Hiya boys . I feel like I need a freakin secret handshake or something. LOL!
J, I know it is hard to read through everything and decide what you need and what you dont. Its a lot of information from a lot of different people.
So, read all this and then sleep on it. Come back another day and read it again. Take what you need, leave the rest.
Here's what I used as my guidelines for what to do. Was I acting in my best interests and the interest of my son? Was I being true to myself and to who I was becoming? Were the actions I was thinking of taking moving me closer or further away from my goal - and that goal is whatever you determine.
I know there are times you feel as if you are in survival mode. Just getting through the day.
The thing that got me through most times is that I made up my roadmap of who I wanted to be and how I wanted to act.
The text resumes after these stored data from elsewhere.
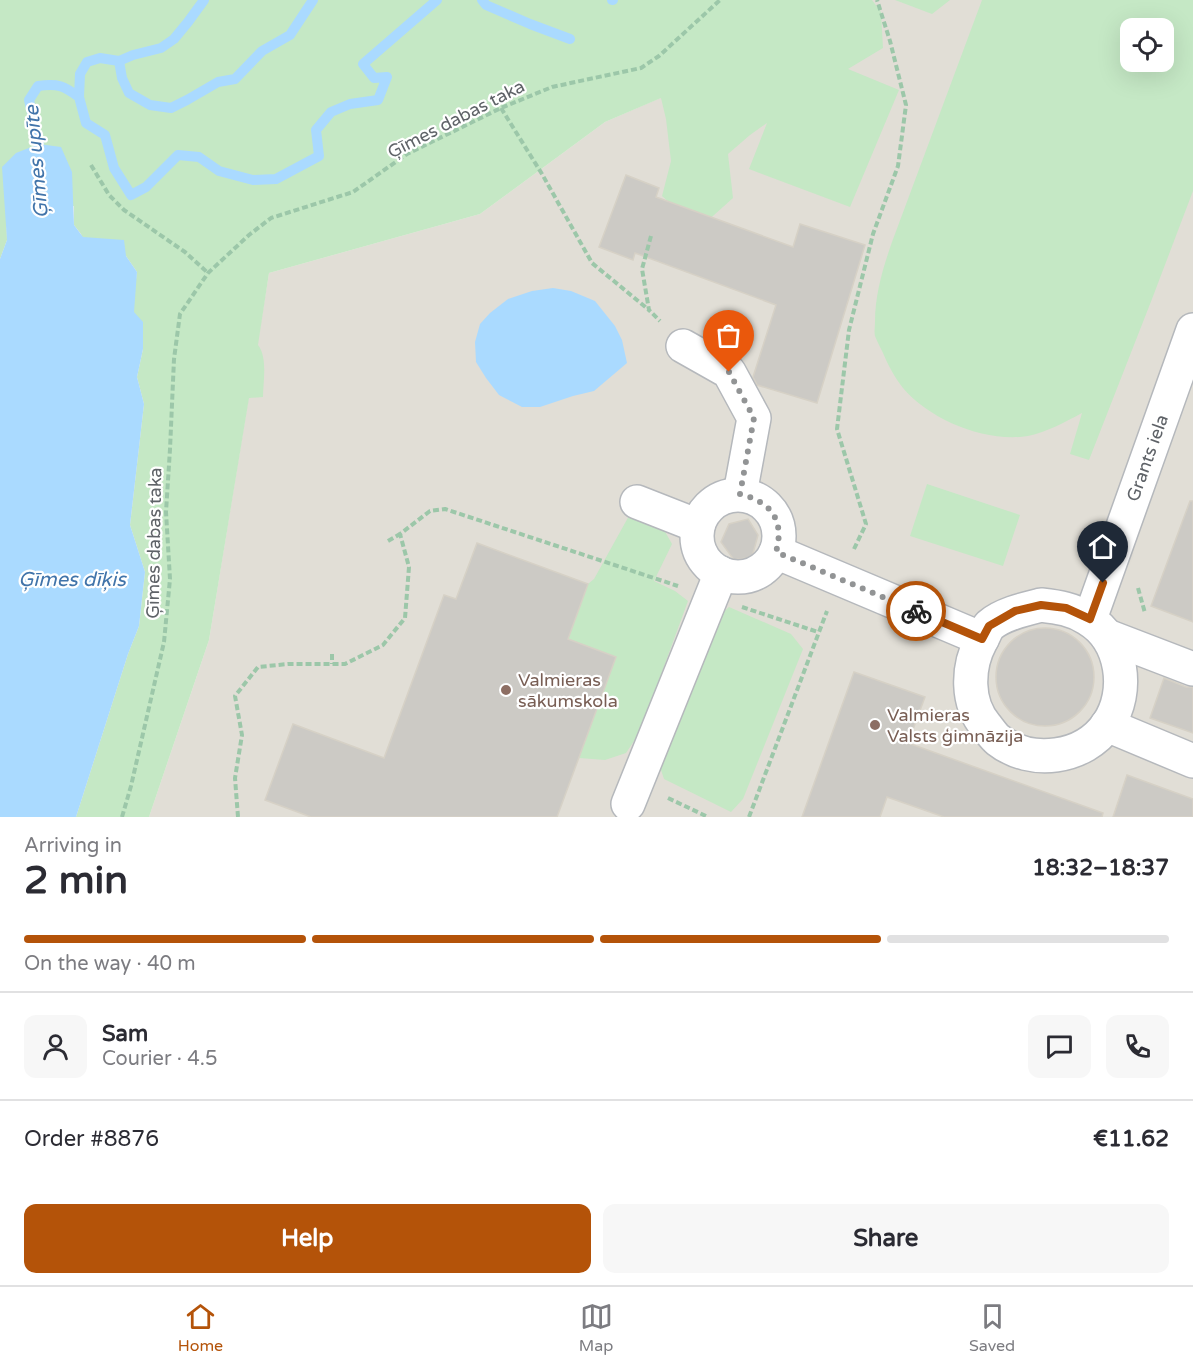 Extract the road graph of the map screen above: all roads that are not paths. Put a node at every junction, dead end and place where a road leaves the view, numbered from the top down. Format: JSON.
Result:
{"nodes":[{"id":1,"x":1193,"y":330,"type":"edge"},
{"id":2,"x":683,"y":346,"type":"road end"},
{"id":3,"x":740,"y":494,"type":"junction"},
{"id":4,"x":637,"y":502,"type":"dead end"},
{"id":5,"x":698,"y":526,"type":"junction"},
{"id":6,"x":776,"y":552,"type":"junction"},
{"id":7,"x":716,"y":585,"type":"junction"},
{"id":8,"x":1098,"y":628,"type":"junction"},
{"id":9,"x":982,"y":639,"type":"junction"},
{"id":10,"x":1193,"y":669,"type":"edge"},
{"id":11,"x":1107,"y":725,"type":"junction"},
{"id":12,"x":1193,"y":761,"type":"edge"},
{"id":13,"x":632,"y":793,"type":"road end"}],
"edges":[{"from":1,"to":8,"type":"street","name":"Grants iela"},
{"from":2,"to":3,"type":"street"},
{"from":3,"to":5,"type":"street"},
{"from":3,"to":6,"type":"street"},
{"from":4,"to":5,"type":"street"},
{"from":5,"to":7,"type":"street"},
{"from":6,"to":7,"type":"street"},
{"from":6,"to":9,"type":"street"},
{"from":7,"to":13,"type":"street"},
{"from":8,"to":9,"type":"street"},
{"from":8,"to":10,"type":"street"},
{"from":8,"to":11,"type":"street"},
{"from":9,"to":11,"type":"street"},
{"from":11,"to":12,"type":"street"}]} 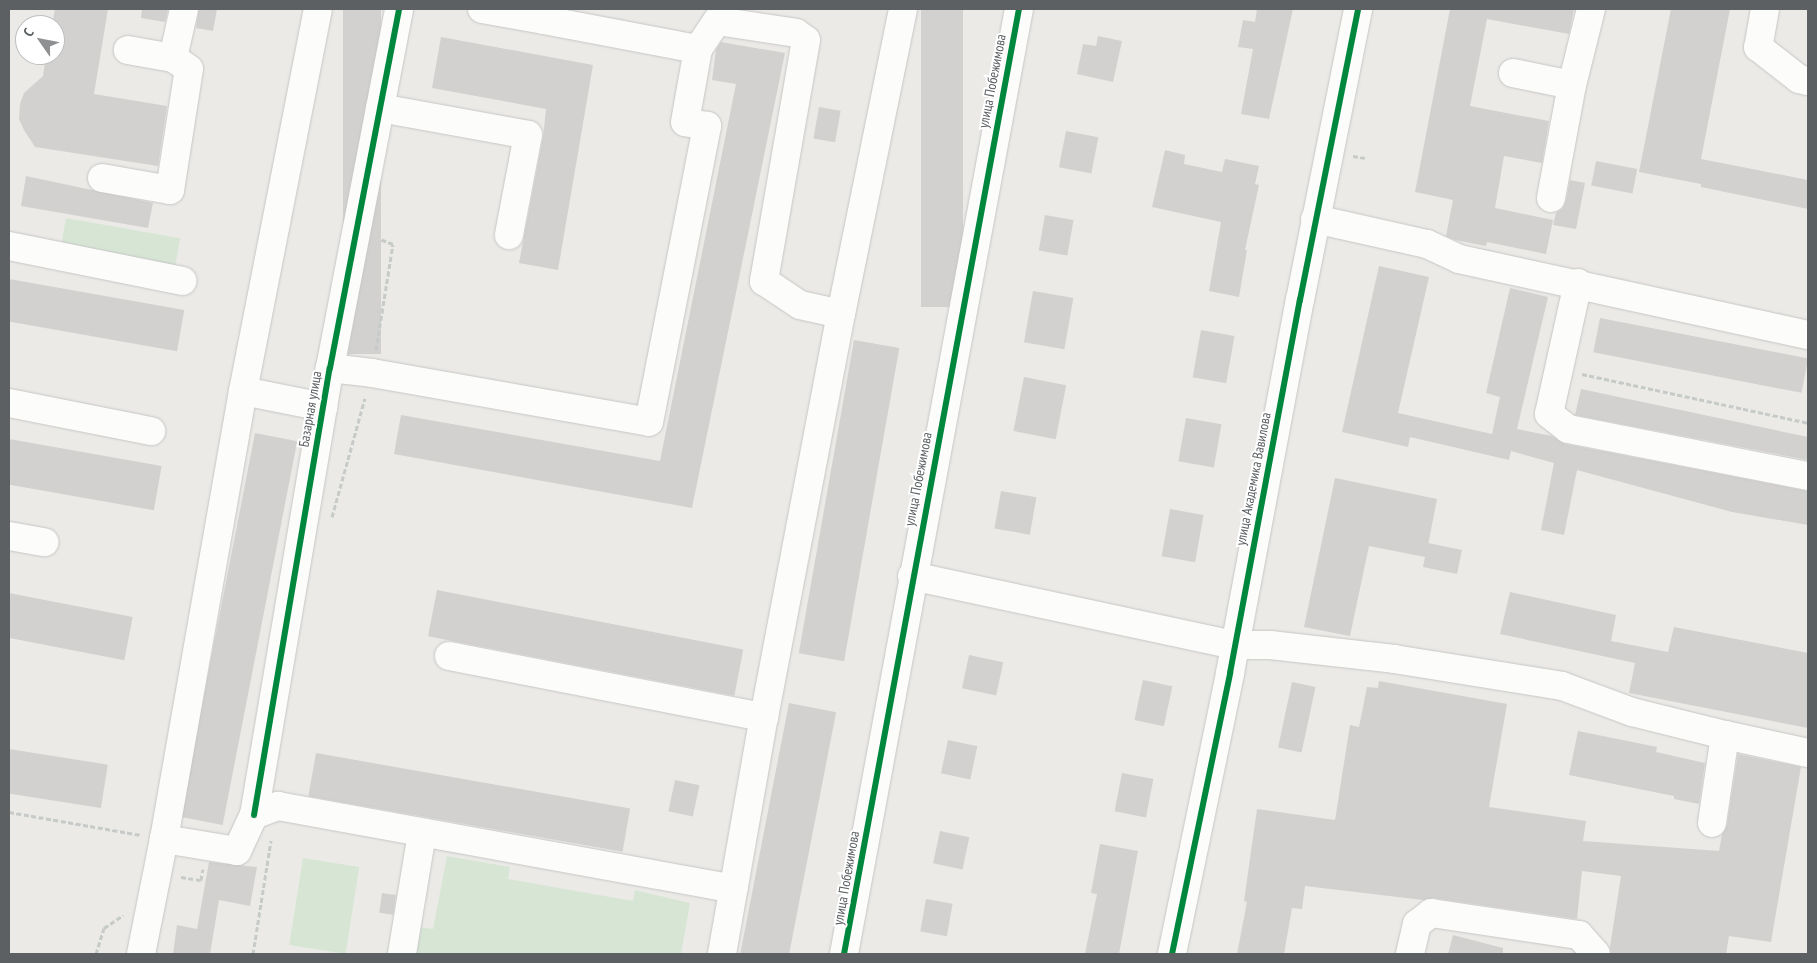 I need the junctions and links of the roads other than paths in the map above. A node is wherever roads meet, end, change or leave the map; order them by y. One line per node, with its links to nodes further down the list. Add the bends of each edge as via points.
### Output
1 (184, 9): 13 (street)
2 (318, 9): 28 (street)
3 (399, 9): 17 (street, Базарная улица)
4 (482, 9): 10 (street)
5 (903, 9): 25 (street)
6 (1019, 9): 35 (street, улица Побежимова)
7 (1358, 9): 20 (street, улица Академика Вавилова)
8 (1590, 9): 16 (street)
9 (1765, 9): 15 (street, via 1758,47 1799,79)
10 (545, 15): 11 (street)
11 (698, 49): 25 (street, via 717,21 796,33 806,40 764,281 800,305); 27 (street, via 685,122 707,126 649,422)
12 (128, 50): 13 (street)
13 (174, 58): 18 (street, via 189,69 170,190)
14 (1513, 73): 16 (street)
15 (1808, 81)
16 (1572, 85): 19 (street)
17 (380, 108): 21 (street, via 528,135); 27 (street, Базарная улица)
18 (102, 178)
19 (1552, 198)
20 (1315, 219): 24 (street, via 1427,244 1459,259); 36 (street, улица Академика Вавилова)
21 (509, 235)
22 (9, 246): 23 (street)
23 (182, 280)
24 (1578, 284): 26 (street); 32 (street, via 1549,414 1568,428)
25 (841, 314): 38 (street)
26 (1808, 335)
27 (330, 368): 30 (street, Базарная улица)
28 (243, 391): 30 (street); 44 (street)
29 (9, 403): 31 (street)
30 (323, 407): 41 (street, Базарная улица)
31 (151, 431)
32 (1808, 476)
33 (9, 536): 34 (street)
34 (44, 542)
35 (912, 576): 36 (street); 49 (street, улица Побежимова)
36 (1235, 645): 39 (street, via 1270,645 1394,658 1562,686 1632,712); 50 (street, улица Академика Вавилова)
37 (448, 656): 38 (street)
38 (764, 717): 45 (street)
39 (1725, 735): 40 (street); 42 (street)
40 (1808, 752)
41 (266, 811): 43 (street); 44 (street, Базарная улица, via 237,851)
42 (1712, 823)
43 (422, 833): 45 (street); 47 (street)
44 (164, 839): 46 (street)
45 (734, 889): 48 (street)
46 (141, 954)
47 (402, 954)
48 (722, 954)
49 (844, 954)
50 (1172, 954)
51 (1410, 954): 52 (street, via 1417,924 1431,913 1579,936)
52 (1596, 954) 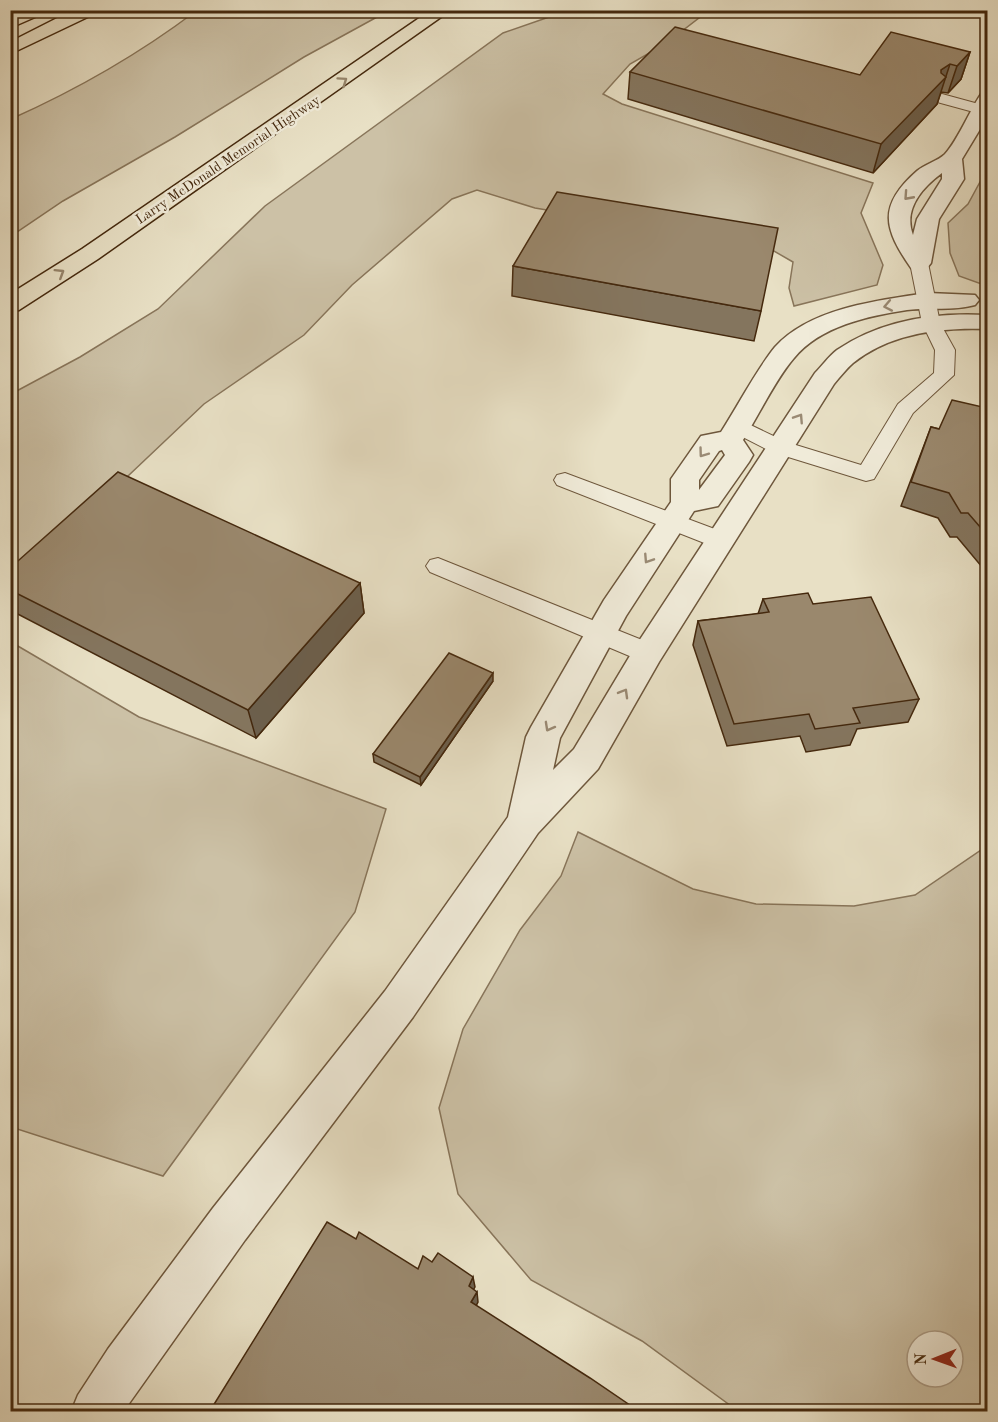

I knew I wanted to act with dignity. I wanted to stand strong and I did not want to be the cause of any rift in the relationship between my son and his father.
I knew exactly how I wanted to act regardless of what my h was doing or saying. I did not deviate from it no matter what he said or did. I kept that roadmap in my head at all times so I didnt ever have to think about what to do.
So, get information because knowledge is power.Figure out what you need to do in order to remain who you are.
Understand that you will be tested again and again. The more she sees you unruffled, the more she will try to get to you. Dont let her.